The good news is there are many things you can do to get better battery life from your iPhone. The bad news is you have to jump through so many hoops to get better battery life.
The poor battery life issue with iPhones is well documented. Thus the term “wall-hugger” refers to so many iPhone users. At my office there is a lady that I work with who can only get a maximum of 4 1/2 hours of battery life on her iPhone 5S after fully charging it, so she keeps it plugged in. My Q10 lasts the whole day on a charge.
4) Fix iTunes or kill it
There may be a more annoying program on the face of the Earth than iTunes, but I’m not sure what it would be. What’s that? ITunes isn’t part of the iPhone? Isn’t it though?
True, you no longer need to plug your iDevice into iTunes before it will work, but iTunes is still Apple’s do-everything media player, app and media store, and a sync manager. And, whether I run iTunes on a Mac or a Windows PC, I find it growing ever slower with every release and more prone to crash. This in turn makes it ever harder to keep my iGadgets and my media files in sync with each other. In theory, iCloud and iTunes Match should make this a non-issue. It hasn’t.
Someday I hope to have all my media co-ordinated among my PCs, Macs and iGadgets but, PC/Mac-centric iTunes isn’t the answer. If Apple is serious about the cloud as the universal glue for their devices and your information, they need a cloud-centric application. Of course, Apple also needs to get iCloud working properly to make that happen. They’d better do it because iTunes needs to be replaced.
On any given day, the Apple support pages have several customers with iTunes issues. From syncing issues to cases where their iPhones are not recognized to being unable to access their music. Because ios users are restricted to downloading music, movies and other digital content from iTunes they don’t have the freedom to access content from other places. So in effect they are stuck as a prisoner in the walled garden.
So there you have it folks.
- For all those iPhone users who are in despair and are suffering due to the shortcomings of the company that they trusted.

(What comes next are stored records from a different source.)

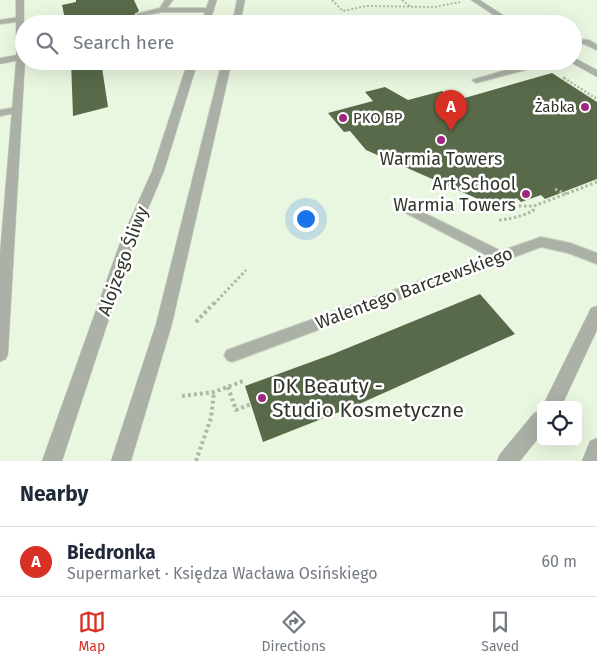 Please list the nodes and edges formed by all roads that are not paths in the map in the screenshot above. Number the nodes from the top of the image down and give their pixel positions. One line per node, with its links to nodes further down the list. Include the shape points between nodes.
1 (20, 0): 9 (street)
2 (169, 0): 6 (lane)
3 (213, 0): 7 (street)
4 (241, 0): 11 (street)
5 (475, 0): 12 (street)
6 (162, 10): 7 (lane); 8 (lane)
7 (210, 10): 10 (street)
8 (140, 14)
9 (20, 15)
10 (208, 15)
11 (238, 15)
12 (499, 15)
13 (15, 20): 14 (lane)
14 (0, 22)
15 (582, 42): 16 (lane)
16 (597, 48)
17 (15, 59): 18 (street)
18 (0, 61)
19 (582, 65): 25 (street)
20 (20, 70): 29 (street)
21 (190, 70): 41 (street, Alojzego Śliwy, via 158,171 128,240)
22 (225, 70): 42 (street, via 164,324)
23 (514, 70): 26 (lane)
24 (542, 70): 27 (lane)
25 (597, 74)
26 (476, 80)
27 (506, 81)
28 (0, 113): 29 (lane)
29 (17, 114): 30 (lane); 32 (street)
30 (0, 121)
31 (408, 209): 33 (lane)
32 (5, 212): 36 (street)
33 (501, 256): 34 (lane, Walentego Barczewskiego, via 541,242 570,248); 37 (lane, Walentego Barczewskiego)
34 (597, 259)
35 (597, 313): 38 (street)
36 (0, 354)
37 (232, 354)
38 (554, 401)
39 (537, 425): 43 (street)
40 (597, 448): 44 (street)
41 (52, 461)
42 (121, 461)
43 (507, 461)
44 (592, 461) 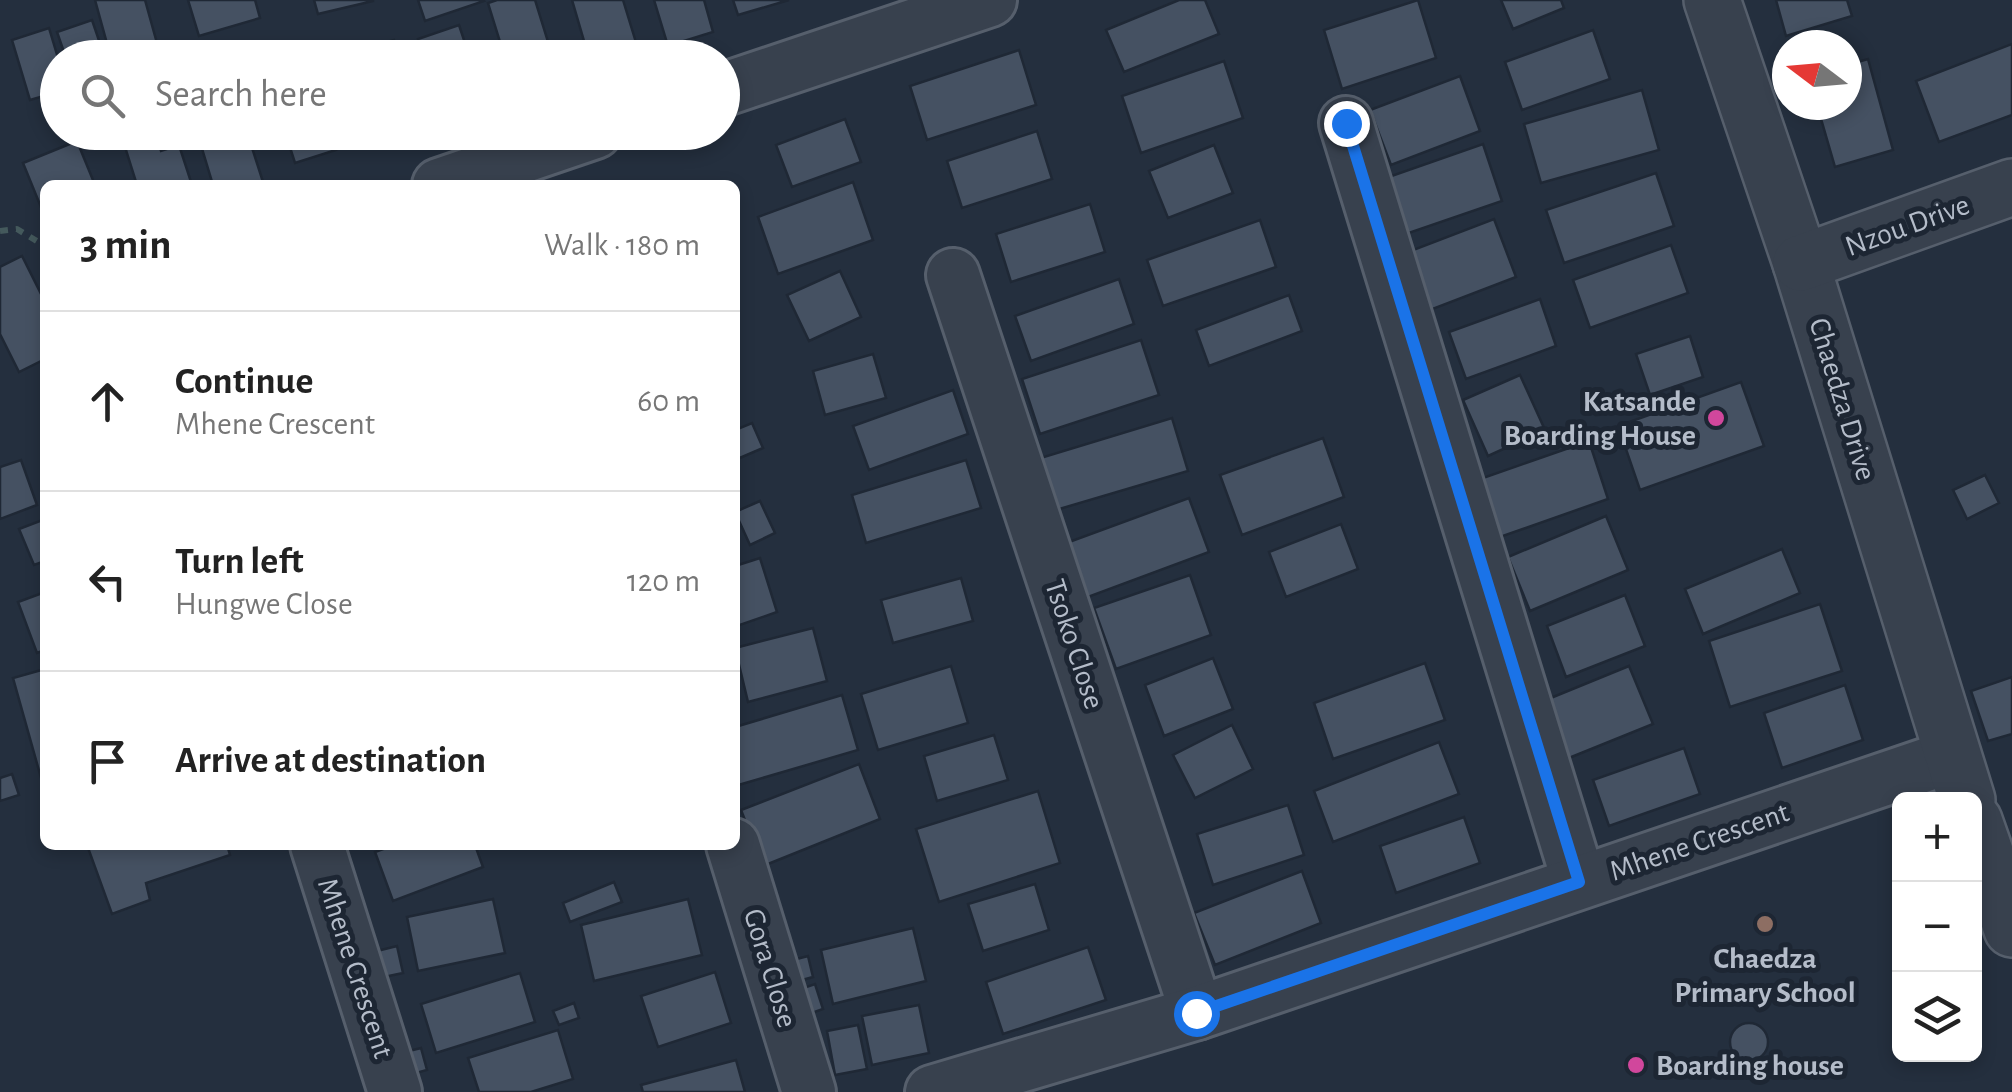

- Especially those who have poor battery issues, wi-fi problems and Swiss cheese security
- Break free from the walled garden and the restrictions of an aging mobile platform.
In the above picture, we can all agree that the lady is very happy with the BlackBerry 10 device she is trying out in a store. The message to iPhone users suffering from the inconvenience of an unreliable phone just because it is made by Apple is that you don’t have to suffer anymore. Everyday more and more former iPhone users are finding that out and switching to other devices. In the highly reputable Forbes magazine there was an article titled “Can Apple Halt Its Eroding Market Share?”
For a company like Apple that is primarily reliant on selling iPhone and iPad devices, erosion of market-share is a huge problem. For a company like BlackBerry that has diversified its portfolio to include services and other offerings to take a more significant portion of its earnings, the decline in earnings from its reduced smartphone market-share can be mitigated.
The perception that “Apple knows what is best for you” and that “there are no better phones than the iPhone” are just a myth that some iPhonians hang onto as a consolation while putting up with Apple’s shortcomings.
The truth is that your phone should first and foremost satisfy your needs and at least perform the basic functions well. If it does not and you are hanging onto it, then you are putting yourself through unnecessary stress.
If you are dissatisfied with your iPhone, or if it is not performing up to scratch or you want to break free from the “walled garden” you can! Retire your iPhone, go to the store and get yourself a BlackBerry 10 device today!
You will be a lot happier and glad that you did.